Aragen’s Preclinical Oncology Capabilities

Due to extensive immuno-oncology (IO) research, more effective and targeted treatment strategies for cancer have evolved in recent years. The approval and use of chimeric antigen receptor (CAR) T-Cell therapeutics in difficult-to-treat cancers has brought hope to millions of patients and oncologists globally. In particular, the success of CART-cell therapy in hematologic malignancies renewed efforts to use this technology against solid tumors as well. However, this strategy has had encountered several challenges, including targeted delivery, penetration of therapeutics to tumor cells, immunogenicity, short- and long-term toxicity and safety, and efficacy of CART-cells in humans. To address the challenges above, several animal models have been utilized to screen potential CART-cell therapeutics as part of the IND-enabling process. 

In addition, bispecific antibodies have emerged as a new class of therapeutic agents designed to simultaneously bind to patient’s T cells and to tumor cells, inducing T-cell-mediated cytotoxicity of tumor cells. Humanized models with human peripheral mononuclear blood cells (PBMCs) in combination with a variety of xenograft models, are the most frequently used in-vivo platform for short-term screening of novel compounds. Full hematopoietic stem cell (CD34+) reconstituted models combined with genetically modified immunodeficient strains are utilized for long term screening of T-cell modulators, natural killer (NK) cell modulators, and other agents that induce antibody dependent cell cytotoxicity (ADCC), as well as various categories of immune checkpoint inhibitors and agonists.

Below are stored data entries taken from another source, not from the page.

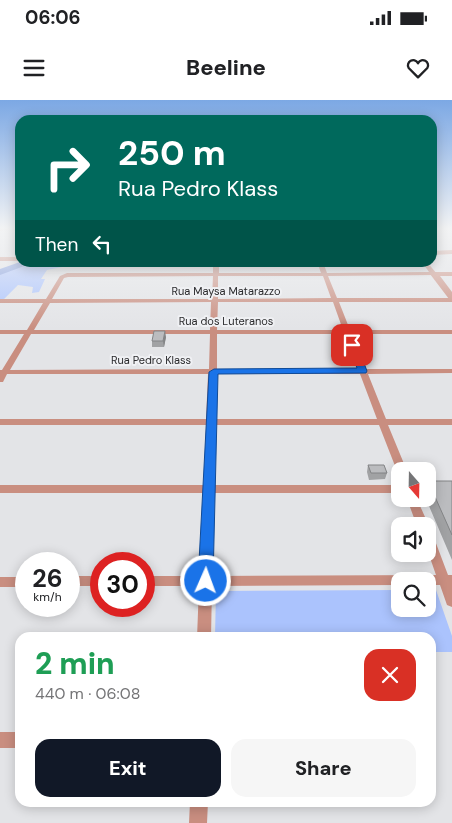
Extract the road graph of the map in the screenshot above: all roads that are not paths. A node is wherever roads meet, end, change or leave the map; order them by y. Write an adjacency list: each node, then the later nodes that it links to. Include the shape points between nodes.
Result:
1 (216, 267): 4 (street)
2 (322, 267): 7 (street)
3 (428, 267): 5 (street)
4 (216, 274): 7 (street); 10 (street, via 62,277); 11 (street)
5 (434, 274): 6 (street); 7 (street); 8 (street)
6 (452, 274)
7 (325, 275): 12 (street)
8 (452, 298): 12 (street, Rua Maysa Matarazzo)
9 (0, 301): 10 (street, Rua Maysa Matarazzo)
10 (48, 301): 11 (street, Rua Maysa Matarazzo); 14 (street)
11 (215, 301): 12 (street, Rua Maysa Matarazzo); 15 (street)
12 (335, 301): 16 (street)
13 (0, 332): 14 (street, Rua dos Luteranos)
14 (29, 332): 15 (street, Rua dos Luteranos); 20 (street)
15 (214, 332): 16 (street, Rua dos Luteranos); 21 (street)
16 (347, 332): 17 (street, Rua dos Luteranos); 18 (street)
17 (452, 332)
18 (363, 371): 19 (street, Rua Pedro Klass); 21 (street, Rua Pedro Klass); 25 (street)
19 (452, 371)
20 (2, 372): 21 (street, Rua Pedro Klass); 22 (street)
21 (214, 372): 24 (street)
22 (0, 380)
23 (0, 422): 24 (street)
24 (211, 422): 25 (street); 29 (street)
25 (383, 422): 26 (street); 27 (street)
26 (452, 422)
27 (399, 462)
28 (0, 489): 29 (street)
29 (208, 489): 30 (street); 34 (street)
30 (391, 489)
31 (436, 555): 32 (street)
32 (448, 580): 34 (street); 37 (street)
33 (155, 581): 34 (street)
34 (206, 581): 38 (street)
35 (0, 582): 36 (street)
36 (15, 582)
37 (452, 601)
38 (204, 632)
39 (0, 740): 40 (street)
40 (15, 740)
41 (199, 807): 42 (street)
42 (198, 823)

Aragen Life Sciences is a leading R&D and manufacturing solutions provider for the life sciences industries worldwide offering end-to-end integrated and standalone solutions to advance small and large molecule programs from concept to commercialization. In vivo pharmacology services at Aragen Bioscience offer specialized, customized, comprehensive portfolio of in vivo services for testing of your investigative immune-oncology cell therapeutics.

Why Aragen?

A team of experienced scientists and skilled in vivo research associates can support pre-clinical research from study design through execution as follows:

  • Ensuring the successful intravenous adoptive transfer of CART-cells or human PBMCs into a mouse.
  • Experience in performing in vivo CART therapeutic evaluations of both liquid and solid tumors (Figure 1).
  • Experience in using cryopreserved CART cells or human PBMCs with careful thawing and resuspension prior to the adoptive transfer.
  • Experience in performing a wide range of cell line derived xenograff in humanized mouse models with successful identification of efficacy to support preparing IND program.
  • Utilization of our bioluminescent imaging system to monitor tumor progressions in living animals (Figure 2)(Harbani K. Malik Chaudhry 2021).
  • Ex vivo supports including detection of tumor-specific or associated antigens on the surface of cancer cells by
    FACS, pre-screening of the PBMCs both in vitro or in vivo to reduce donor variability and to ensure consistency replicate studies by using the same donors, monitoring of CART cells in the host, and screening of human PBMCs engraffment (Figure 3).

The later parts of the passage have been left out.